There is a need for alias support, because it will allow distributions
to assign a name based upon the *slot ordering specified by the vendor*
and therefore allow a consistent slot number no matter what hotplug
happens, what devices are added or removed, which devices are on-board
vs. in cards, and even (eventually) for non-PCI cards.

In the case of Fedora, right now, we have files:

ifcfg-eth<whatever>

These bind to an interface based on the MAC address. If you swap out the
card, you lose. If you pull out the disks from the machine and put them
into another similar machine, you lose. If you put the disks from the
machine into a less similar machine, but one that still has multiple
network interfaces, you lose.

Some enterprise distributions actually have to play with "bfsort" PCI
enumeration orderings in order to ensure that network devices come up in
a reliable order...this is not the way to be (in the longer term)
determining what order the vendor thinks those cards should be in. This
is why they have a DMI extension that allows them to specify this
without being concerned with PCI bus orderings, or anything else.

My intention is to also allow for:

ifcfg-slot_<whatever>

Where the configuration is based entirely upon what vendor <XYZ> says is
the first, second, or third card. Then, those who want to use the older
names can continue to do so, but those who prefer to base their
configuration upon the order the vendor states, can do so.

Jon.


--

From: Jon Masters
Date: Friday, May 23, 2008 - 12:11 pm

I'm aware there are other ways to achieve this than having udev assign
an alias on boot, but I think the alias approach is particularly clean.

Jon.


--

From: Jan Engelhardt
Date: Friday, May 23, 2008 - 1:46 pm

While it's gone now, openSUSE had support for ifcfg-bus-pci-0000:00:19.0
in versions prior to 10.3. I suggest you kindly ask they reinstate it
because with Fedora it is probably not going to happen that they
bus-pci-.. gets added in the first place.

--

From: Jon Masters
Date: Friday, May 23, 2008 - 1:55 pm

Yes but *that isn't what I'm talking about* :)
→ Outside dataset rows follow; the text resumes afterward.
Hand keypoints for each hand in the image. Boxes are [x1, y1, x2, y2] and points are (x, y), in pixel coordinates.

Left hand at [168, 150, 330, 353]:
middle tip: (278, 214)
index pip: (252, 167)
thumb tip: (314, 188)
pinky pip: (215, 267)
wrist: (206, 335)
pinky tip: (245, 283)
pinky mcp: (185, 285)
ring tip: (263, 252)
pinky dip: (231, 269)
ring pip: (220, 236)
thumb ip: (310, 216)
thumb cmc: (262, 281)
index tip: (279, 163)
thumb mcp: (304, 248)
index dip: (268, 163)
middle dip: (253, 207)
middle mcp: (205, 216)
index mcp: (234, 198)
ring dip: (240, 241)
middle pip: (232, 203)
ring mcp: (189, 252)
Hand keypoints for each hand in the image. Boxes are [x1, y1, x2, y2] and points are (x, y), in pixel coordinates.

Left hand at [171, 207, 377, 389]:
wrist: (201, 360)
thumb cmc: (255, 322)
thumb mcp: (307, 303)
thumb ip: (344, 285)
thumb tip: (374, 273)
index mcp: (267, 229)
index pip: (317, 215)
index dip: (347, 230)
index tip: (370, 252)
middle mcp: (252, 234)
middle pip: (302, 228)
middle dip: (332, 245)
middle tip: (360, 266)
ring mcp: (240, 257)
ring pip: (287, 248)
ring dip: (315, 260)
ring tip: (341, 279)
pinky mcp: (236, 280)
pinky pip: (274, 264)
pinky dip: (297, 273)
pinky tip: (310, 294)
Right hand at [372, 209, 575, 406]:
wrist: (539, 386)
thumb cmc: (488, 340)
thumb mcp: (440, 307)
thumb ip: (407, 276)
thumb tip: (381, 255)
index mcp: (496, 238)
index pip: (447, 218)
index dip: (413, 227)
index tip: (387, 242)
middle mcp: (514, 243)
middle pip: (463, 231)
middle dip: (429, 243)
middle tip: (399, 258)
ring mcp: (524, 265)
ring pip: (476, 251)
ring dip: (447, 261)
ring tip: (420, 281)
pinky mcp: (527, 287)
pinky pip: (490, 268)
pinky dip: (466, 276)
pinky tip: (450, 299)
That doesn't infer the physical ordering of the devices on the back of
the machine, does it? How do I know which device is labeled "0" on the
back of the machine, and in the vendor documentation? The answer is,
because they added a DMI extension to tell us this information. So let's
please stop thinking about physical bus ordering and instead view this
as a simple problem of wanting to add an alias based on what the vendor
reports should be the ordering of the devices in the system :)

Jon.


--

From: Thomas Graf
Date: Friday, May 23, 2008 - 3:54 pm

I'd propose to extend the netlink configuration interface, f.e. introduce a
new netlink attribtue IFLA_SLOT which can be provided to select the device
to be changed based on the slot number instead of the name/ifindex. That
would also make it trivial to write a small app using RTM_GETLINK to
translate a slot number to the corresponding interface name.
--

From: Jon Masters
Date: Friday, May 23, 2008 - 9:25 pm

I guess that would also work quite nicely for what I want to do, but the
problem is that this will require either:

*). The kernel decodes the DMI extension directly.
*). We can first inform each device which slot it is in (set the slot).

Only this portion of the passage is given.